The idea that Strauss-Kahn should not be treated as “a subject of justice like any other” remained a leitmotiv through the flood of media reactions to his arrest in France. Because he had more to lose than “a vulgar delinquent” would have in a similar case, the argument went, because of his years of service to the world as head of the IMF and because of his prestige as future presidential candidate, he should be given special treatment. His disgrace should be hidden from public view; he should be spared the humiliation and disagreement of handcuffs, detention, and monitoring; and most importantly he should be given the benefit of the doubt.

This is nothing new in under the sun in French Politics. During his twelve years as President, Jacques Chirac was cited in nine different corruption cases while shielded both by presidential immunity and a merciful public opinion. One of his former Prime Ministers, Alain Juppé, was convicted of corruption in 2004, only to be recently welcomed back into Sarkozy's government in the key spot of Minister of Foreign Affairs. Other prominent members of the French government have been implicated in scandals in the past few years, from Minister of Budget Eric Woerth's shady dealings with L'Oreal heiress Liliane Bettencourt to former Minister of Interior Brice Hortefeux's conviction for racial slander. While these cases certainly sparked media scandals, Sarkozy maintained his public support to the indicted ministers -- perpetuating the tradition of that political figures benefiting from impunity, proportionally to their rank. The message is clear: you might have to lay low for a couple of years after the scandal but you will be protected, and eventually come back safely to the front rows of power.

Another such disreputable figure is Bernard Tapie, a Berlusconi-esque figure who has dabbled in murky-yet-profitable business ventures, show business, politics and soccer club management. He last hogged newspaper headlines in 2008, for receiving 403 million Euros of public funds in compensation for having been cheated fifteen years earlier by the French Bank Credit Lyonnais in the sale of the firm Adidas, which he headed at the time. In a time of economic downturn, public opinion was outraged that Tapie would received such a colossal sum, coming straight from their tax-Euros. But most importantly, the procedure through which the settlement was made was shady: three arbiters were picked to review the case and come to a decision behind closed doors a process contested at the time by several legal commentators, since public funds were involved.

Most critical to the affair is who took these questionable decisions and personally picked the arbiters: France's Minister of Economy and Finances, and now leading candidate to take Strauss-Kahn's spot as head of the IMF, Christine Lagarde. Lagarde could face prosecution for “abuse of authority” in this case, as the Cour de Justice de la Republique (CJR), in charge of judging crimes and offenses perpetrated by Ministers in office, is evaluating the case and deliberating on the need for further investigation. More severe than the dubious process chosen to settle the case is the fact, revealed by french independent news website Mediapart (), that Lagarde knew of a relationship between one of the arbiters and Tapie's attorney and chose not to interrupt the process or appeal its outcome.

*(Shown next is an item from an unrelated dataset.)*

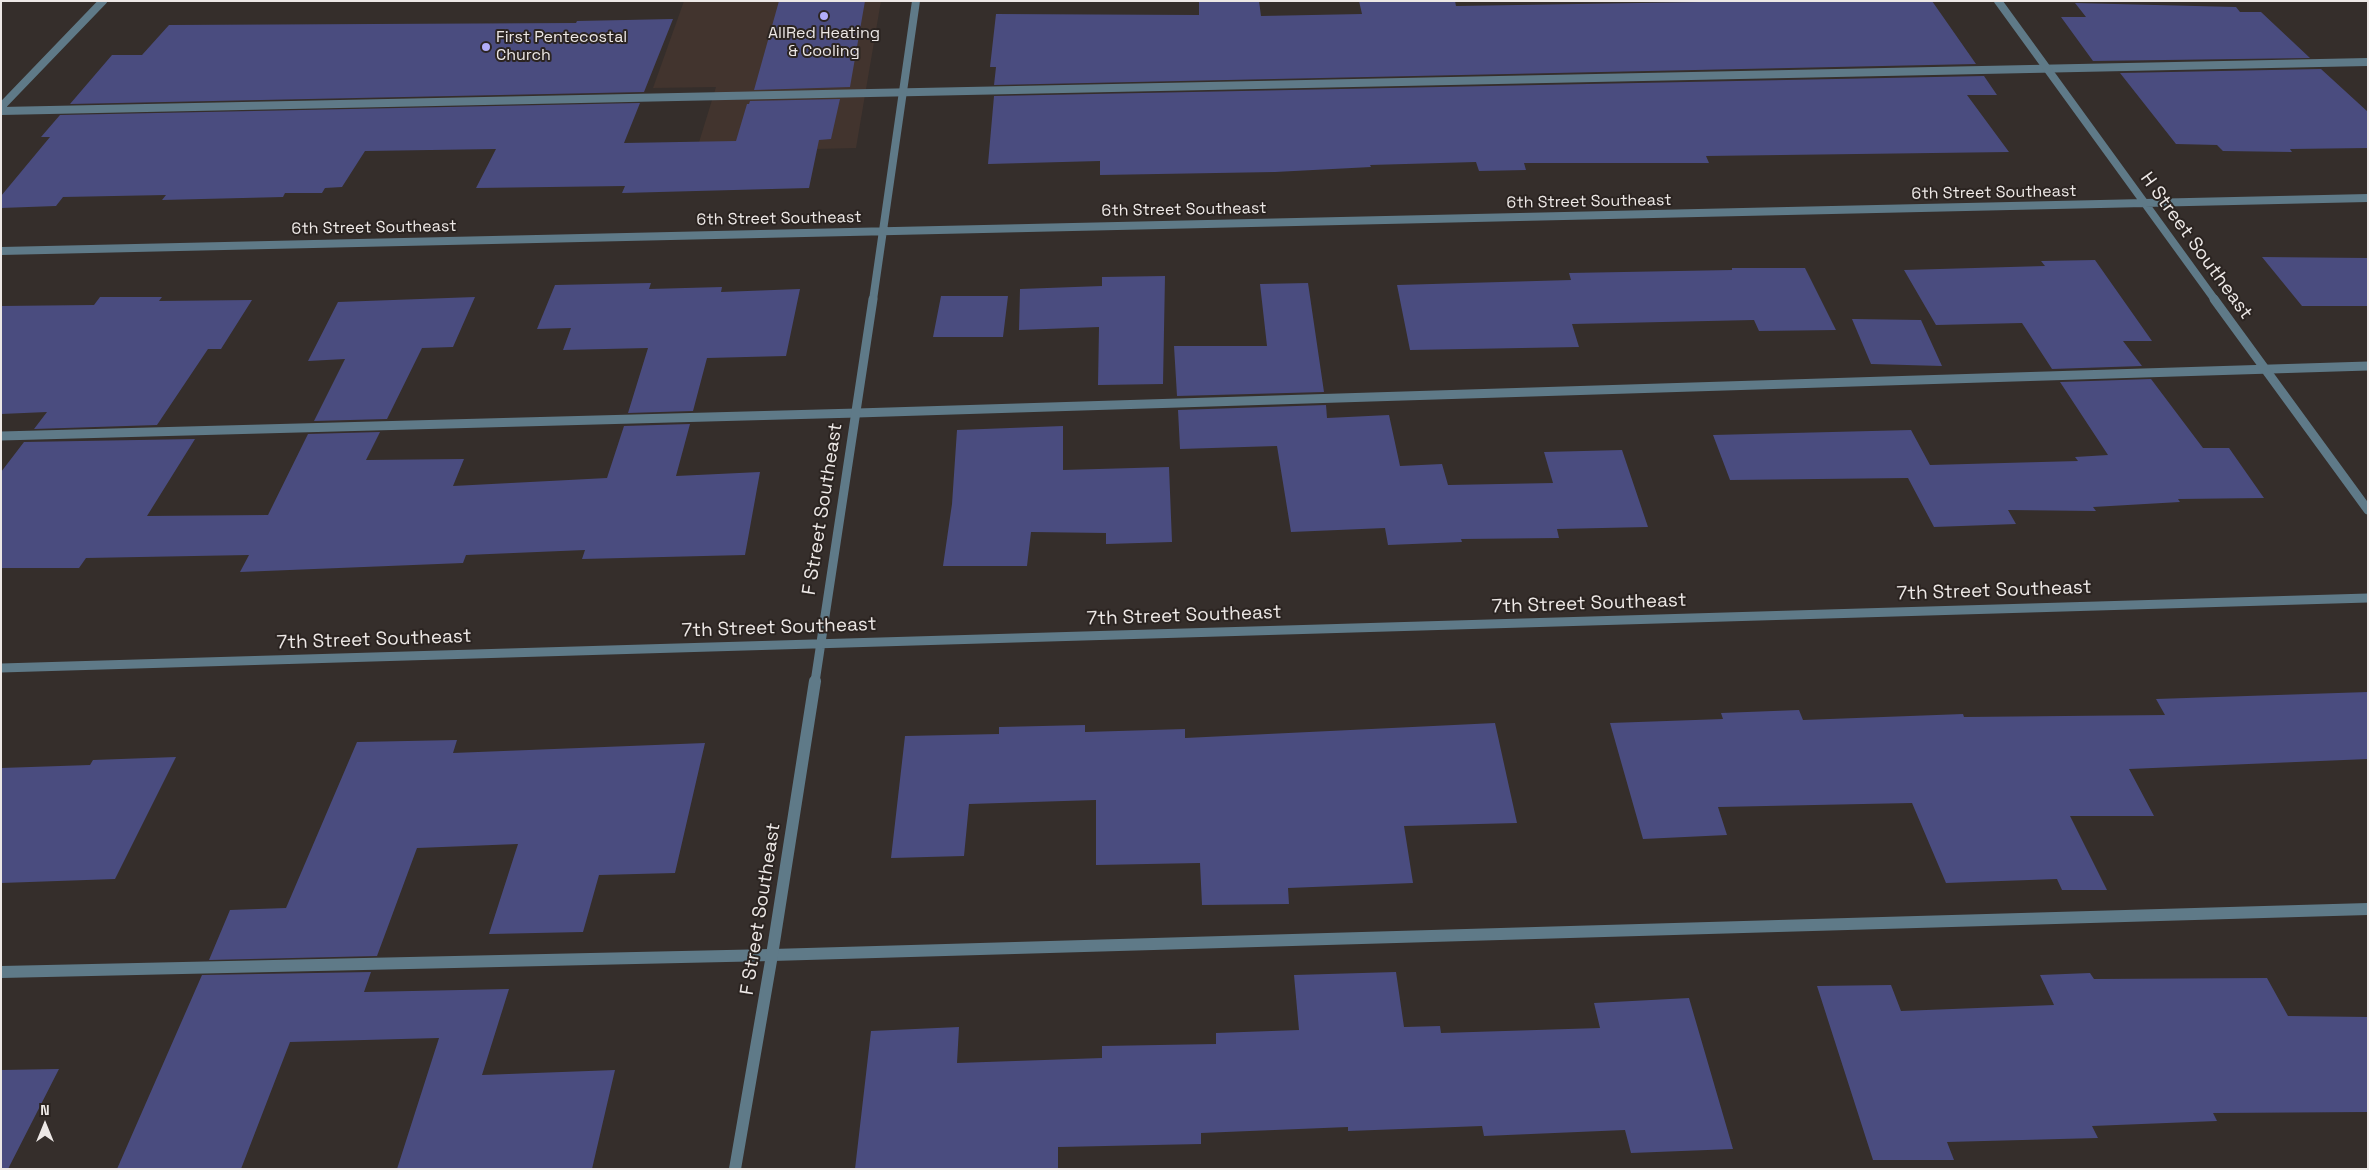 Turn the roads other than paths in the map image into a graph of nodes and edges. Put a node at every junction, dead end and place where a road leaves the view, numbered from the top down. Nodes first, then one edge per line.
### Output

In the mainstream media's coverage of Lagarde's candidacy, the case is usually referred to as a detail, almost a footnote. Lagarde herself dismisses these accusations as innocuous. “I am perfectly confident and serene regarding this subject and this has absolutely no bearing on my candidacy” she declared on June 10th, after her audience was pushed back to July. Once again, just as Strauss-Kahn's widely known compulsion toward sexual harassment never impeded his political ascendency, we are faced with an example in which a political leader is not held to the rule of law because of a “special treatment” granted by her position on the national and now global political chessboard. There is serious evidence that Christine Lagarde, in the cesspool of corruption that is France's political landscape turned a blind eye on another instance of cronyism. Should it be disregarded as Strauss-Kahn's history of sexual “misconduct” was four years ago?

Jeanne Kay is an intern at Foreign Policy in Focus.